Start of DATA UNDER STUDY
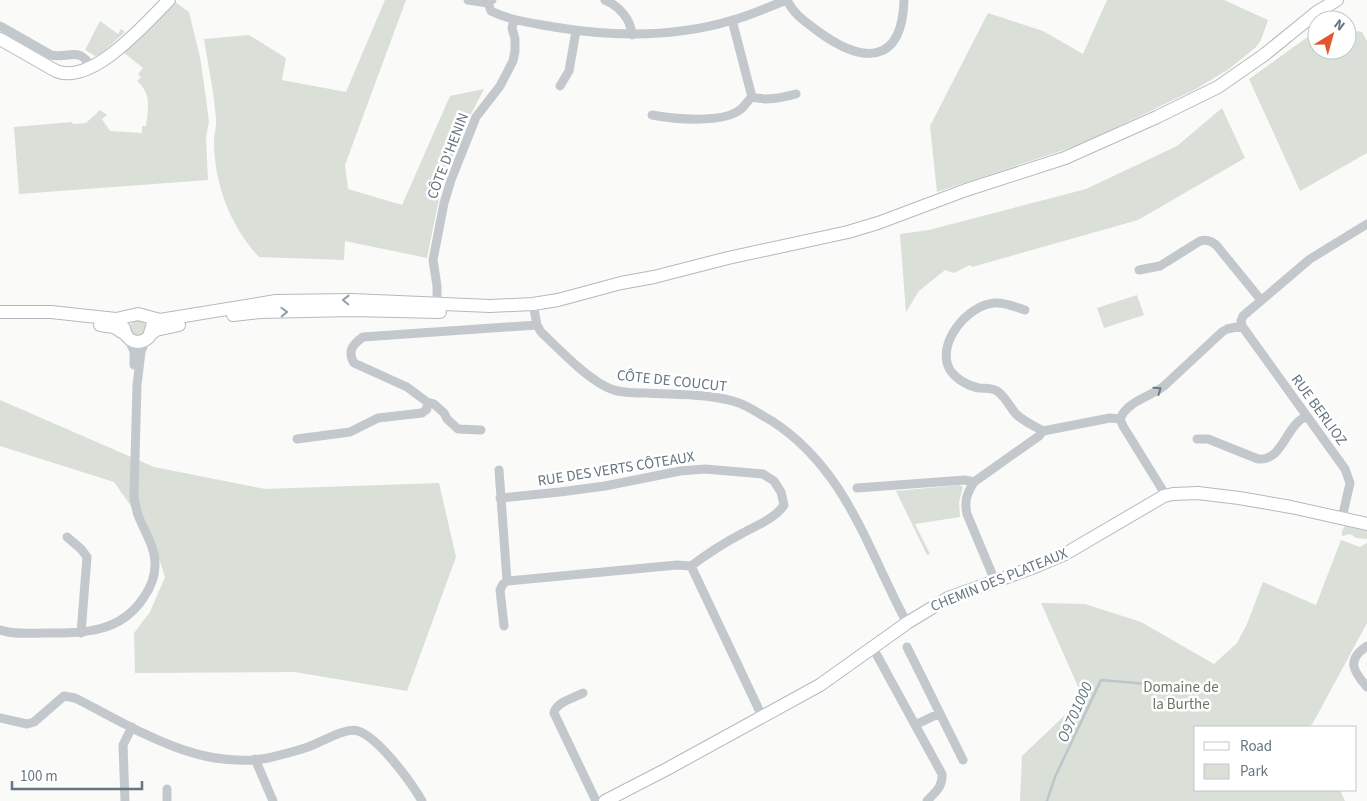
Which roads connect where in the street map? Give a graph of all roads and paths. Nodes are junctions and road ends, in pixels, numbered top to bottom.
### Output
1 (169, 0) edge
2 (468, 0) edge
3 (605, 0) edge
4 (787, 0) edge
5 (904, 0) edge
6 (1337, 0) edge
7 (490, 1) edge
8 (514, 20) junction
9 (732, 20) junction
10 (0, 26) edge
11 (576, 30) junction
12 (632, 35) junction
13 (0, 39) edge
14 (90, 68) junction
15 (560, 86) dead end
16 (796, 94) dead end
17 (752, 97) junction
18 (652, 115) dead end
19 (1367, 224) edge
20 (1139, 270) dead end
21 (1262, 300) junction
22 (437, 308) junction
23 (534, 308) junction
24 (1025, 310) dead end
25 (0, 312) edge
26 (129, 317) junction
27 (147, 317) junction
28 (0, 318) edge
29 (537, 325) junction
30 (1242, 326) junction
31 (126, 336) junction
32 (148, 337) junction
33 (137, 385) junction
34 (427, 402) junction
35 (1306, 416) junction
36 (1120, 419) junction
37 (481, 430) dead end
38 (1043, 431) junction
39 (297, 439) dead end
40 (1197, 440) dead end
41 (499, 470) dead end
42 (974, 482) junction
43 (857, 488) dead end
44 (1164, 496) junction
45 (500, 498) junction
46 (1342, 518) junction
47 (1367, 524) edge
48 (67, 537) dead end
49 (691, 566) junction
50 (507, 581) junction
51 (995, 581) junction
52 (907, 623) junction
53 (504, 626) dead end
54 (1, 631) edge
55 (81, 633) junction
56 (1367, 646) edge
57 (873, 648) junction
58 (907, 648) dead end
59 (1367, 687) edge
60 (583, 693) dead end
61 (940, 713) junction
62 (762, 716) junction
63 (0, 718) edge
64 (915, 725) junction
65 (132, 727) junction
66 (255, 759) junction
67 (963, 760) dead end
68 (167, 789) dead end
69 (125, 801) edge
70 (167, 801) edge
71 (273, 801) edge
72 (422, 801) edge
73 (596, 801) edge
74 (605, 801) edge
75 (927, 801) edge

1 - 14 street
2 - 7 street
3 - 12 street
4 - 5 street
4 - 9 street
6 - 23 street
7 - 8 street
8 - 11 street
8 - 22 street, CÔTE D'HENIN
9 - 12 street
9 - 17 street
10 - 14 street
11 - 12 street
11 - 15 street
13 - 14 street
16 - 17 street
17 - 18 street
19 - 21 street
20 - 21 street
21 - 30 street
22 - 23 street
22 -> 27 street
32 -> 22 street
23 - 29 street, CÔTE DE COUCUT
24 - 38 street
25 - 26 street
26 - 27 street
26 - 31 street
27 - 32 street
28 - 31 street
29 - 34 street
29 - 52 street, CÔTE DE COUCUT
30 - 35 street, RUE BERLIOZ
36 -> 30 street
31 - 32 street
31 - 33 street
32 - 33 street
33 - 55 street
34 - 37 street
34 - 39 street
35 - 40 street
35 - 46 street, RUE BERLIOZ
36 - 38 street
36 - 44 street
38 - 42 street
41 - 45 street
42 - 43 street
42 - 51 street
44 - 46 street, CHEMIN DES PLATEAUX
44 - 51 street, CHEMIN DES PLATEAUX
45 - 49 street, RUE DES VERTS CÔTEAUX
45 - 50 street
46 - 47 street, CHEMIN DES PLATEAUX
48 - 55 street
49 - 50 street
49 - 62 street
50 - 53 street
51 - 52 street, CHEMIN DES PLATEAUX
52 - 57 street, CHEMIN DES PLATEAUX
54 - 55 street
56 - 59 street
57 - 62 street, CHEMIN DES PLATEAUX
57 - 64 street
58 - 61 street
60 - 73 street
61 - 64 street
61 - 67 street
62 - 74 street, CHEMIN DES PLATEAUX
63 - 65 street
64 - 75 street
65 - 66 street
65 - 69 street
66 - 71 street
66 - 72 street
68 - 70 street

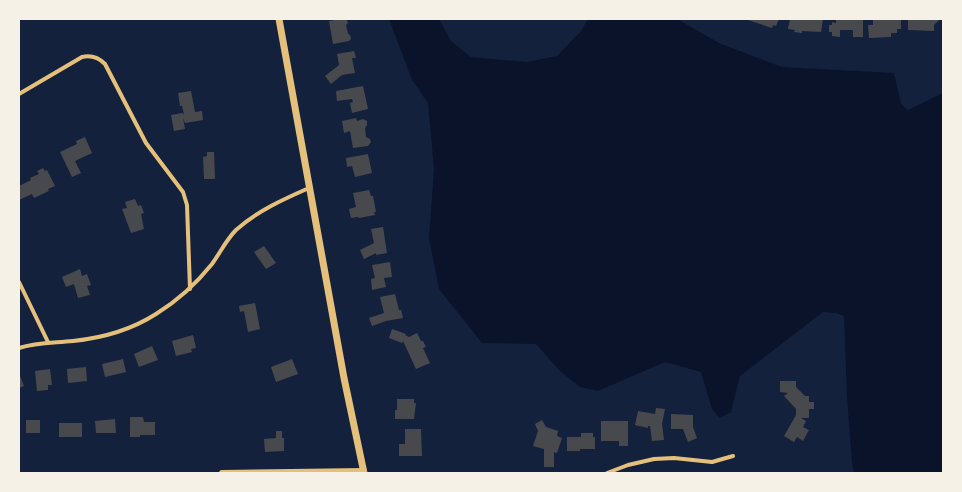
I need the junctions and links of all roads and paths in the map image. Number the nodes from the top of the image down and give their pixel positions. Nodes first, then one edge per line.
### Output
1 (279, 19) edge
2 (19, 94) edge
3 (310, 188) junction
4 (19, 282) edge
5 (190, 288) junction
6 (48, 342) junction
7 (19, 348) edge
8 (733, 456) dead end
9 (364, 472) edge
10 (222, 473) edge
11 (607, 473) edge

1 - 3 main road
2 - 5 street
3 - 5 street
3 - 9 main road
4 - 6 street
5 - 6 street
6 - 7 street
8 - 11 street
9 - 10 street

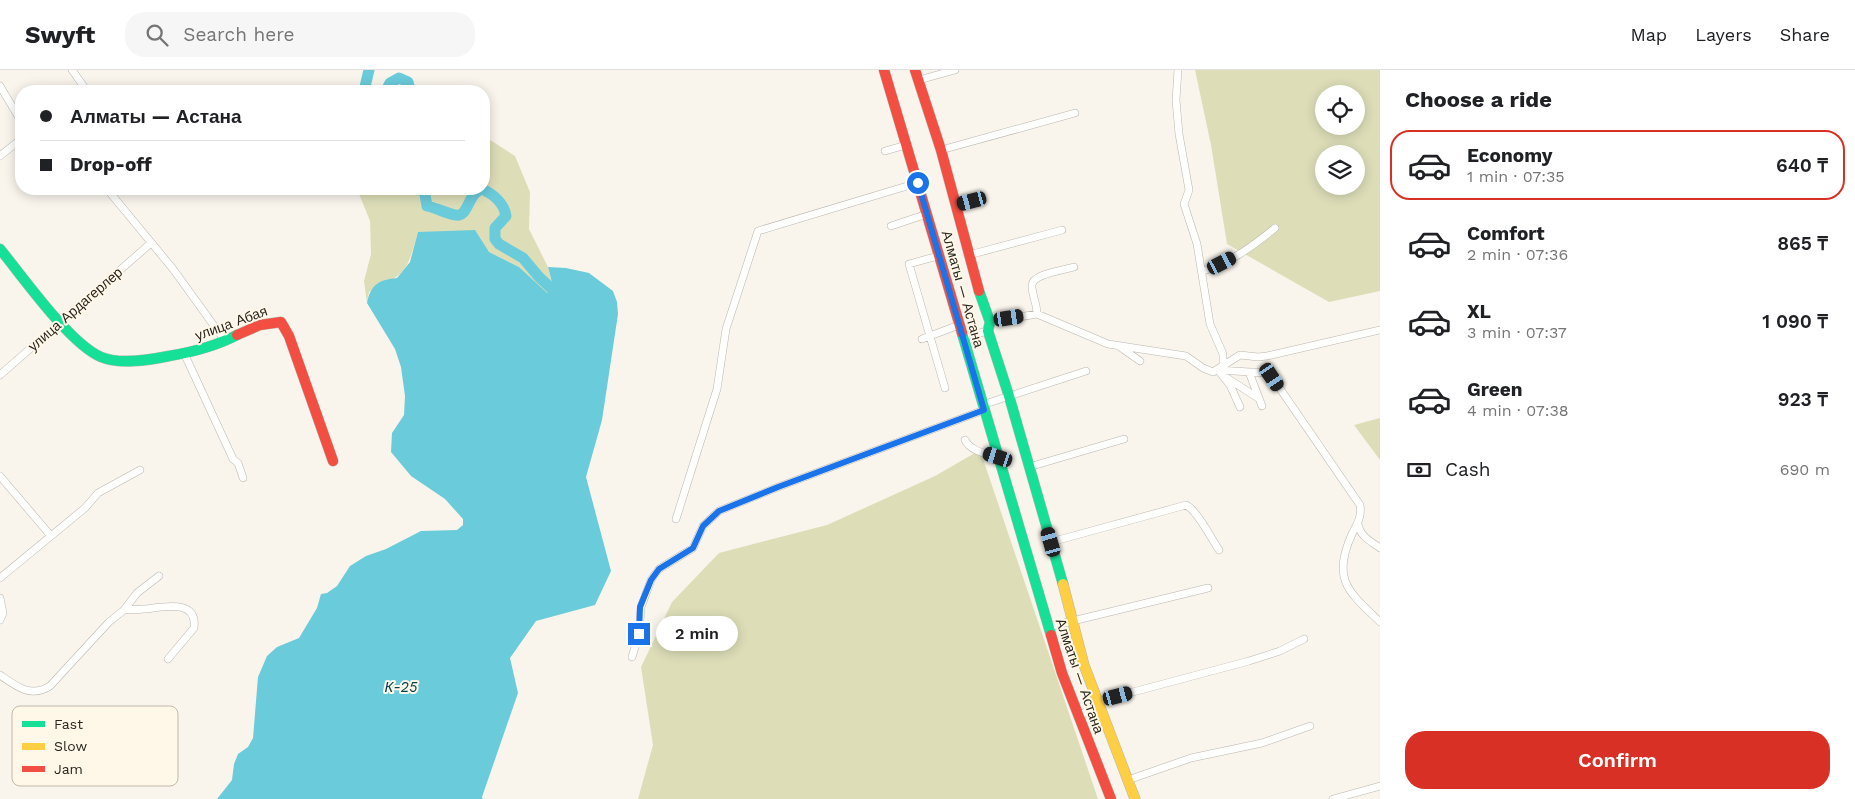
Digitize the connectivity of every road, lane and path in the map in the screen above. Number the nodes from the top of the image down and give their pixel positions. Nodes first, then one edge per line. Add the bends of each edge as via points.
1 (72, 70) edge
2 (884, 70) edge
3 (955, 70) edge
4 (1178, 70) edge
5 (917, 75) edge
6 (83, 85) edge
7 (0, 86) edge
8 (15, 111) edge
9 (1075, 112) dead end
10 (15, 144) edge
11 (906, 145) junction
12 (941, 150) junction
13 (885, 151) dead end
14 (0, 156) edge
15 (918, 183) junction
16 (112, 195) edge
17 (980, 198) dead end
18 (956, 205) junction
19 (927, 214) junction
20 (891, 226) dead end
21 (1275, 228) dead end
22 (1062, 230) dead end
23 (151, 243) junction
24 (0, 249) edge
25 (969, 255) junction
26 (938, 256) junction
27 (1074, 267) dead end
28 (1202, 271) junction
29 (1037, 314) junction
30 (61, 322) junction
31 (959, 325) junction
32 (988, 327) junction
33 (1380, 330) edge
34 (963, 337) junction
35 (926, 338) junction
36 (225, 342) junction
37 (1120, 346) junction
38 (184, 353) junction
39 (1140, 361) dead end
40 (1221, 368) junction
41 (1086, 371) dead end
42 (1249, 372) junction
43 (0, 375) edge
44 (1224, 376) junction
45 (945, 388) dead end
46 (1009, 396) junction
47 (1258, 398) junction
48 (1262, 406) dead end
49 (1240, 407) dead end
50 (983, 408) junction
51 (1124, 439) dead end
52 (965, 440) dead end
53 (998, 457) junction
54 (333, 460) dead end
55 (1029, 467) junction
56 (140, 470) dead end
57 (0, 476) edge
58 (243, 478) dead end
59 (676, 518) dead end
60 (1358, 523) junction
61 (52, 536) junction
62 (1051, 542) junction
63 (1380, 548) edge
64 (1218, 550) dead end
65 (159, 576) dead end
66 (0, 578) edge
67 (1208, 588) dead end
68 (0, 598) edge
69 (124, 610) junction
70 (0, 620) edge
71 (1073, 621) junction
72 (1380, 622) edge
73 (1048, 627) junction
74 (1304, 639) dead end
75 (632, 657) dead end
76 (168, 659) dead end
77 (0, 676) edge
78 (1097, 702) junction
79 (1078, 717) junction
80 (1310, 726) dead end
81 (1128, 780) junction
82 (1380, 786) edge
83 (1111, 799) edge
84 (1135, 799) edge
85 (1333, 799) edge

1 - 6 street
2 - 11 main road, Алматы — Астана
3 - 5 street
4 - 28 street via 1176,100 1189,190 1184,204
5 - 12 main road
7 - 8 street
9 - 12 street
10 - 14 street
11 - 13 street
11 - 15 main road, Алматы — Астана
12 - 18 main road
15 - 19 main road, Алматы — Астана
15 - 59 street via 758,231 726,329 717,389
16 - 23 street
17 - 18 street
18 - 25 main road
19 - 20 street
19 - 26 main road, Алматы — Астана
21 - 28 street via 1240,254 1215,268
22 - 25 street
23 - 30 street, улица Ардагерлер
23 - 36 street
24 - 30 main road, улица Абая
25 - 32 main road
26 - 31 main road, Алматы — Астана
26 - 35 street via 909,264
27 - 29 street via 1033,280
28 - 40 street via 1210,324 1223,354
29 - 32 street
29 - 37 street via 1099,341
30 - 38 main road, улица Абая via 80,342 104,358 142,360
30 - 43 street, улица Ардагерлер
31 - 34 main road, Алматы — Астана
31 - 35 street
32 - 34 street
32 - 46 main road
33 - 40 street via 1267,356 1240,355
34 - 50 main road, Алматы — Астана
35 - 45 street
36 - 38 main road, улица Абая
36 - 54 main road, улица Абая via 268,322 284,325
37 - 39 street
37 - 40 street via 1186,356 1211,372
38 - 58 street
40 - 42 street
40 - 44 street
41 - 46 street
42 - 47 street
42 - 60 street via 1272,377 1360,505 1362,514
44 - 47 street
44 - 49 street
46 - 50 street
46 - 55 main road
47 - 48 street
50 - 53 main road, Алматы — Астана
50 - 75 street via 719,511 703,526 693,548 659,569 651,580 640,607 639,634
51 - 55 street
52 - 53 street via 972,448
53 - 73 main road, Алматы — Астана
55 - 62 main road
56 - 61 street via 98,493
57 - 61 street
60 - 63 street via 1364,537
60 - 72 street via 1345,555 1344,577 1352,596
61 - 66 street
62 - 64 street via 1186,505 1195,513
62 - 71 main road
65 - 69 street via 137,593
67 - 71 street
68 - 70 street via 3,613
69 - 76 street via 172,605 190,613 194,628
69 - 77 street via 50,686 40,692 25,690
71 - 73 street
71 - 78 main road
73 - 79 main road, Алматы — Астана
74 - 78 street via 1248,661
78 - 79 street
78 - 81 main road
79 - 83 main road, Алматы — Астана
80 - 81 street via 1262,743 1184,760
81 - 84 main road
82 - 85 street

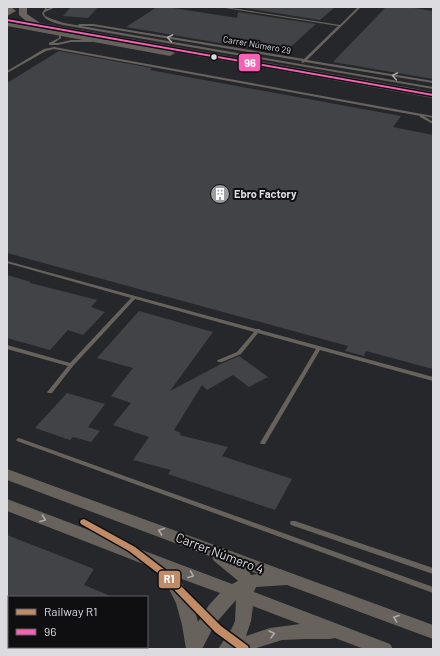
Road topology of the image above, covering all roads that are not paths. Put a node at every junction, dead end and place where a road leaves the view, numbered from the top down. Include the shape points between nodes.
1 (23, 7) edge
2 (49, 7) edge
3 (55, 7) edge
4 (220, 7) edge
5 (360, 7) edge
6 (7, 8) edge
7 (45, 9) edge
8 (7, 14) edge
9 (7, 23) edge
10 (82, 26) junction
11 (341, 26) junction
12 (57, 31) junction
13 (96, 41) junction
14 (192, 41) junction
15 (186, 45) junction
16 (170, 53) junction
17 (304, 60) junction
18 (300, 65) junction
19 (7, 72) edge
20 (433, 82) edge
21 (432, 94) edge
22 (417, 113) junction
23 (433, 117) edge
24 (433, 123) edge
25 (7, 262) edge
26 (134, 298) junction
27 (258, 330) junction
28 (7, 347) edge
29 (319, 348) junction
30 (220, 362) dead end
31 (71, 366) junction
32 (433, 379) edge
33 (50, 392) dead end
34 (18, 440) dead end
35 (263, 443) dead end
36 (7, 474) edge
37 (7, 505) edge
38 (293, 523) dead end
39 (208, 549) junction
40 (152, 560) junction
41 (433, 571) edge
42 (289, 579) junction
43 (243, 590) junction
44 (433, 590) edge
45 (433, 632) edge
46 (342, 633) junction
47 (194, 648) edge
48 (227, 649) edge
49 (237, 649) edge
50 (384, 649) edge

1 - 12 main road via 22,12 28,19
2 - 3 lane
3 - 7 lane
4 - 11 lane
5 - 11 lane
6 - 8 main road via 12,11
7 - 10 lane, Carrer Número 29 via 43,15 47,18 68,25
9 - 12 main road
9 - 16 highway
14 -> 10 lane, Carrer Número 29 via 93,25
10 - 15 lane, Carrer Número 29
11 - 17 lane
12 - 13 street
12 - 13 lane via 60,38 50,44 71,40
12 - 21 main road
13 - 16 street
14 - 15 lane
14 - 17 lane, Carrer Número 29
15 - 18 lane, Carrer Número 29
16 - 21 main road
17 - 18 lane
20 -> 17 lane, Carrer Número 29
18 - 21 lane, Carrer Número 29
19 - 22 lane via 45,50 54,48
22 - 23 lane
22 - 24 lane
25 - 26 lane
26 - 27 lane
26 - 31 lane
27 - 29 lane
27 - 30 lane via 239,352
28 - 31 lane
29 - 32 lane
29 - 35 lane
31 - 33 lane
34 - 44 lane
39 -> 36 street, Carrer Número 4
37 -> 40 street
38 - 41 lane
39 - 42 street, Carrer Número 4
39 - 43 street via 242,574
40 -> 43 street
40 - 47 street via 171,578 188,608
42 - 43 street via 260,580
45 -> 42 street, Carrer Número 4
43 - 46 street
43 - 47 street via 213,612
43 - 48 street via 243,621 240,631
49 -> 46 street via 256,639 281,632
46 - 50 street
End of DATA UNDER STUDY
* [DIRECTIONS]:
Look through the entries for the string "points". Every line that has it belongs in the answer.

* [COMPLETED EXERCISE]:
Digitize the connectivity of every road, lane and path in the map in the screen above. Number the nodes from the top of the image down and give their pixel positions. Nodes first, then one edge per line. Add the bends of each edge as via points.
Road topology of the image above, covering all roads that are not paths. Put a node at every junction, dead end and place where a road leaves the view, numbered from the top down. Include the shape points between nodes.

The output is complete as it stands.